- **What is being asked**:
When a line of the entries contains the word "joint", report that line.

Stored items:
_ _ _ _ _

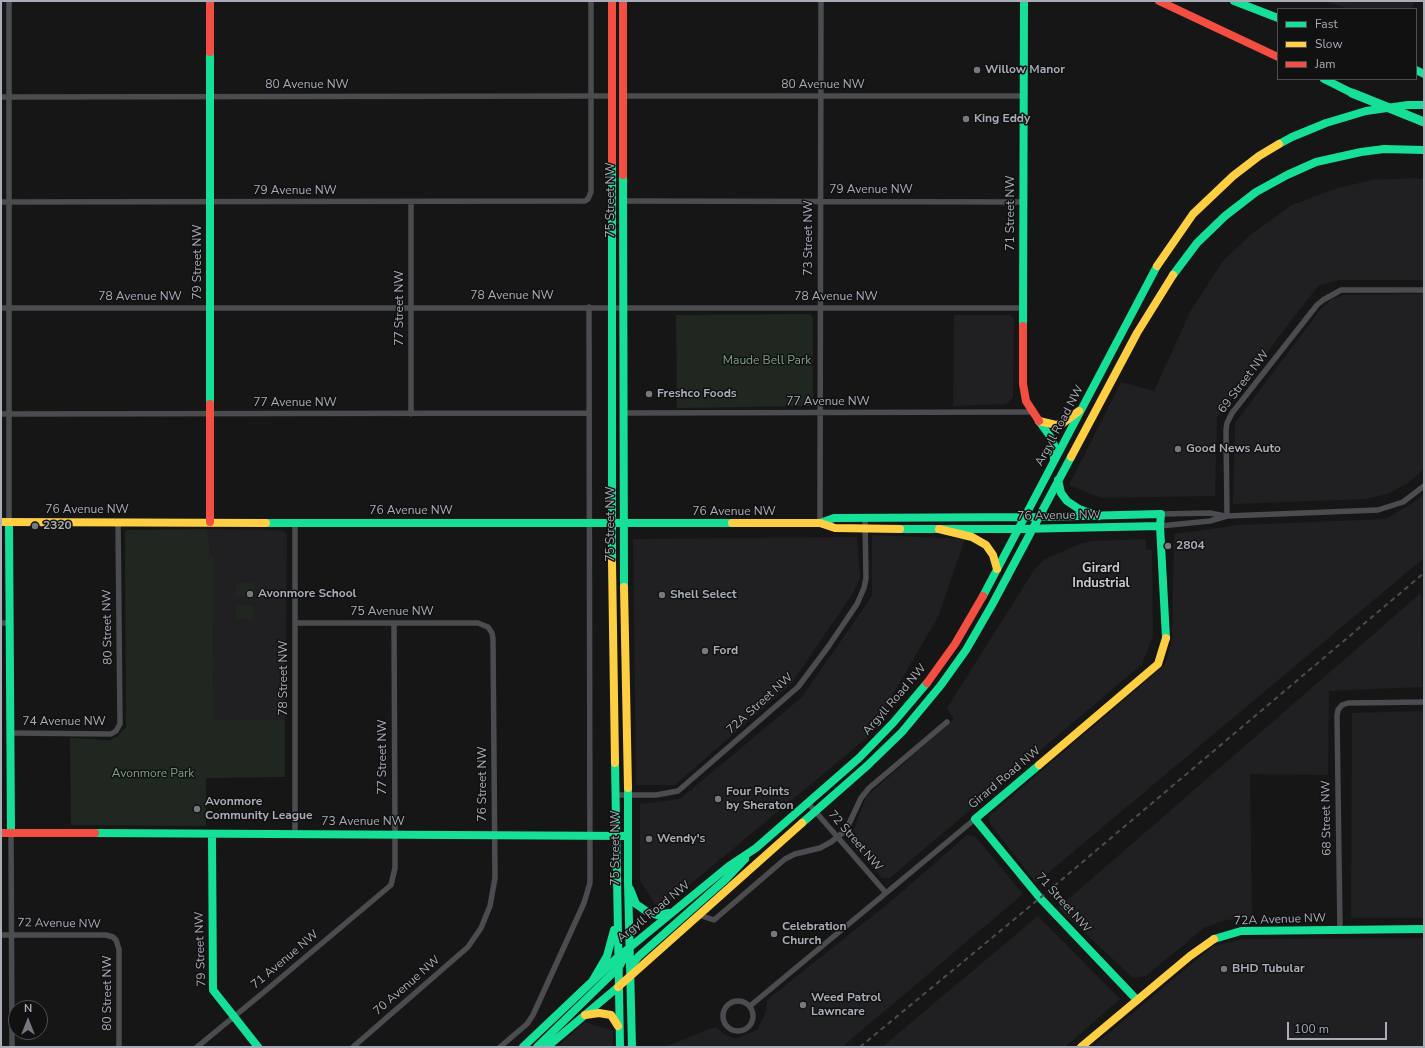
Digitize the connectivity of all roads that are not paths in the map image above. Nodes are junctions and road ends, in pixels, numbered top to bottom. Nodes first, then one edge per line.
1 (9, 1) edge
2 (210, 1) edge
3 (591, 1) edge
4 (612, 1) edge
5 (624, 1) edge
6 (821, 1) edge
7 (1024, 1) edge
8 (1159, 1) edge
9 (1234, 1) edge
10 (1277, 18) edge
11 (1277, 57) edge
12 (1326, 80) edge
13 (210, 96) junction
14 (590, 96) junction
15 (613, 96) junction
16 (623, 96) junction
17 (820, 96) junction
18 (1023, 96) junction
19 (1, 97) edge
20 (9, 97) junction
21 (1424, 105) edge
22 (1424, 122) edge
23 (1424, 150) edge
24 (588, 199) joint
25 (624, 201) junction
26 (820, 201) junction
27 (1, 202) edge
28 (9, 202) junction
29 (210, 202) junction
30 (411, 202) junction
31 (1023, 202) junction
32 (1424, 290) edge
33 (411, 307) junction
34 (589, 307) junction
35 (612, 307) junction
36 (623, 307) junction
37 (1, 308) edge
38 (8, 308) junction
39 (210, 308) junction
40 (820, 308) junction
41 (1023, 308) junction
42 (1082, 409) junction
43 (1033, 412) junction
44 (589, 413) junction
45 (623, 413) junction
46 (820, 413) junction
47 (1, 414) edge
48 (9, 414) junction
49 (210, 414) junction
50 (411, 414) junction
51 (1039, 421) junction
52 (1054, 462) junction
53 (1058, 480) junction
54 (1424, 486) edge
55 (1161, 514) junction
56 (1098, 516) junction
57 (1227, 516) junction
58 (865, 517) junction
59 (1025, 517) junction
60 (1039, 517) junction
61 (5, 522) edge
62 (118, 522) junction
63 (210, 522) junction
64 (295, 523) junction
65 (820, 523) junction
66 (589, 524) junction
67 (612, 524) junction
68 (623, 524) junction
69 (1160, 526) junction
70 (865, 529) junction
71 (939, 529) junction
72 (1018, 529) junction
73 (1032, 529) junction
74 (997, 569) junction
75 (5, 623) edge
76 (295, 623) junction
77 (394, 623) junction
78 (488, 627) joint
79 (1424, 702) edge
80 (946, 722) dead end
81 (116, 731) joint
82 (11, 733) junction
83 (616, 795) junction
84 (628, 795) junction
85 (808, 803) junction
86 (815, 812) junction
87 (975, 819) junction
88 (1, 833) edge
89 (11, 833) junction
90 (212, 834) junction
91 (295, 834) junction
92 (395, 834) junction
93 (495, 835) junction
94 (591, 836) junction
95 (616, 836) junction
96 (628, 836) junction
97 (837, 837) junction
98 (756, 848) junction
99 (628, 882) junction
100 (388, 888) joint
101 (886, 893) junction
102 (672, 912) junction
103 (699, 915) junction
104 (617, 919) junction
105 (1424, 929) edge
106 (1340, 930) junction
107 (1, 934) edge
108 (11, 935) junction
109 (475, 939) joint
110 (116, 940) joint
111 (630, 947) junction
112 (618, 957) junction
113 (630, 965) junction
114 (619, 967) junction
115 (630, 976) junction
116 (593, 980) junction
117 (618, 987) junction
118 (1137, 1000) junction
119 (750, 1006) junction
120 (585, 1015) junction
121 (234, 1017) junction
122 (620, 1030) junction
123 (12, 1047) edge
124 (119, 1047) edge
125 (197, 1047) edge
126 (258, 1047) edge
127 (353, 1047) edge
128 (500, 1047) edge
129 (523, 1047) edge
130 (537, 1047) edge
131 (547, 1047) edge
132 (620, 1047) edge
133 (632, 1047) edge
134 (1081, 1047) edge

1 - 20 street
2 - 13 main road, 79 Street NW
3 - 14 street, 75 Street NW
4 - 15 main road, 75 Street NW
5 - 16 main road, 75 Street NW
6 - 17 street, 73 Street NW
7 - 18 main road, 71 Street NW
8 - 11 main road
9 - 10 main road
12 - 22 main road, bridge
13 - 14 street, 80 Avenue NW
13 - 20 street, 80 Avenue NW
13 - 29 main road, 79 Street NW
14 - 15 street, 80 Avenue NW
14 - 24 street, 75 Street NW
15 - 35 main road, 75 Street NW
16 - 17 street, 80 Avenue NW
16 - 25 main road, 75 Street NW
17 - 18 street, 80 Avenue NW
17 - 26 street, 73 Street NW
18 - 31 main road, 71 Street NW
19 - 20 street, 80 Avenue NW
20 - 28 street
21 - 42 main road, Argyll Road NW
23 - 53 main road, Argyll Road NW
24 - 30 street, 79 Avenue NW
25 - 26 street, 79 Avenue NW
25 - 36 main road, 75 Street NW
26 - 31 street, 79 Avenue NW
26 - 40 street, 73 Street NW
27 - 28 street, 79 Avenue NW
28 - 29 street, 79 Avenue NW
28 - 38 street
29 - 30 street, 79 Avenue NW
29 - 39 main road, 79 Street NW
30 - 33 street, 77 Street NW
31 - 41 main road, 71 Street NW
32 - 57 street, 69 Street NW
33 - 34 street, 78 Avenue NW
33 - 39 street, 78 Avenue NW
33 - 50 street, 77 Street NW
34 - 35 street, 78 Avenue NW
34 - 44 street, 75 Street NW
35 - 36 street, 78 Avenue NW
35 - 67 main road, 75 Street NW
36 - 40 street, 78 Avenue NW
36 - 45 main road, 75 Street NW
37 - 38 street, 78 Avenue NW
38 - 39 street, 78 Avenue NW
38 - 48 street
39 - 49 main road, 79 Street NW
40 - 41 street, 78 Avenue NW
40 - 46 street, 73 Street NW
41 - 43 main road, 71 Street NW
42 - 51 main road
42 - 52 main road, Argyll Road NW
43 - 46 street, 77 Avenue NW
43 - 51 main road, 71 Street NW
44 - 50 street, 77 Avenue NW
44 - 66 street, 75 Street NW
45 - 46 street, 77 Avenue NW
45 - 68 main road, 75 Street NW
46 - 65 street, 73 Street NW
47 - 48 street, 77 Avenue NW
48 - 49 street, 77 Avenue NW
48 - 61 street
49 - 50 street, 77 Avenue NW
49 - 63 main road, 79 Street NW
51 - 52 main road, 71 Street NW
52 - 59 main road, Argyll Road NW
53 - 56 main road
53 - 60 main road, Argyll Road NW
54 - 57 street, 76 Avenue NW
55 - 56 main road, 76 Avenue NW
55 - 57 street, 76 Avenue NW
55 - 69 main road, Girard Road NW
56 - 60 main road, 76 Avenue NW
57 - 69 street, 76 Avenue NW
58 - 59 main road, 76 Avenue NW
58 - 65 main road, 76 Avenue NW
58 - 70 street, 72A Street NW
59 - 60 main road, 76 Avenue NW
59 - 72 main road, Argyll Road NW
60 - 73 main road, Argyll Road NW
61 - 62 main road, 76 Avenue NW
61 - 75 main road
62 - 63 main road, 76 Avenue NW
62 - 81 street, 80 Street NW
63 - 64 main road, 76 Avenue NW
64 - 66 main road, 76 Avenue NW
64 - 76 street, 78 Street NW
65 - 68 main road, 76 Avenue NW
65 - 70 main road, 76 Avenue NW
66 - 67 main road, 76 Avenue NW
66 - 94 street, 75 Street NW
67 - 68 main road, 76 Avenue NW
67 - 83 main road, 75 Street NW
68 - 84 main road, 75 Street NW
69 - 73 main road, 76 Avenue NW
69 - 87 main road, Girard Road NW
70 - 71 main road, 76 Avenue NW
70 - 84 street, 72A Street NW
71 - 72 main road, 76 Avenue NW
71 - 74 main road
72 - 73 main road, 76 Avenue NW
72 - 74 main road, Argyll Road NW
73 - 86 main road, Argyll Road NW
74 - 85 main road, Argyll Road NW
75 - 82 main road
76 - 77 street, 75 Avenue NW
76 - 91 street, 78 Street NW
77 - 78 street, 75 Avenue NW
77 - 92 street, 77 Street NW
78 - 93 street, 76 Street NW
79 - 106 street, 68 Street NW
80 - 97 street
81 - 82 street, 74 Avenue NW
82 - 89 main road
83 - 84 street, 72A Street NW
83 - 95 main road, 75 Street NW
84 - 96 main road, 75 Street NW
85 - 86 street, 72 Street NW
85 - 98 main road, Argyll Road NW
86 - 97 street, 72 Street NW
86 - 103 main road, Argyll Road NW
87 - 101 street, Girard Road NW
87 - 118 main road, 71 Street NW
88 - 89 main road, 73 Avenue NW
89 - 90 main road, 73 Avenue NW
89 - 108 street
90 - 91 main road, 73 Avenue NW
90 - 121 main road, 79 Street NW
91 - 92 main road, 73 Avenue NW
92 - 93 main road, 73 Avenue NW
92 - 100 street, 77 Street NW
93 - 94 main road, 73 Avenue NW
93 - 109 street, 76 Street NW
94 - 95 main road, 73 Avenue NW
94 - 128 street, 75 Street NW
95 - 96 main road, 73 Avenue NW
95 - 104 main road, 75 Street NW
96 - 99 main road, 75 Street NW
97 - 101 street, 72 Street NW
97 - 103 street
98 - 102 main road, Argyll Road NW
98 - 113 main road
99 - 102 main road
99 - 111 main road, 75 Street NW
100 - 121 street, 71 Avenue NW
101 - 119 street, Girard Road NW
102 - 111 main road, Argyll Road NW
103 - 115 main road, Argyll Road NW
104 - 112 main road, 75 Street NW
104 - 116 main road
105 - 106 main road, 72A Avenue NW
106 - 118 main road, 72A Avenue NW
107 - 108 street, 72 Avenue NW
108 - 110 street, 72 Avenue NW
108 - 123 street
109 - 127 street, 70 Avenue NW
110 - 124 street, 80 Street NW
111 - 112 main road, Argyll Road NW
111 - 113 main road, 75 Street NW
111 - 114 main road
112 - 114 main road, 75 Street NW
112 - 116 main road, Argyll Road NW
113 - 115 main road, 75 Street NW
113 - 117 main road
114 - 117 main road, 75 Street NW
114 - 130 main road
115 - 117 main road, Argyll Road NW
115 - 133 main road, 75 Street NW
116 - 129 main road, Argyll Road NW
117 - 120 main road, Argyll Road NW
117 - 122 main road, 75 Street NW
118 - 134 main road, 72A Avenue NW
119 - 119 street
120 - 122 main road
120 - 131 main road, Argyll Road NW
121 - 125 street, 71 Avenue NW
121 - 126 main road, 79 Street NW
122 - 132 main road, 75 Street NW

_ _ _ _ _

- **Task solution**:
24 (588, 199) joint
78 (488, 627) joint
81 (116, 731) joint
100 (388, 888) joint
109 (475, 939) joint
110 (116, 940) joint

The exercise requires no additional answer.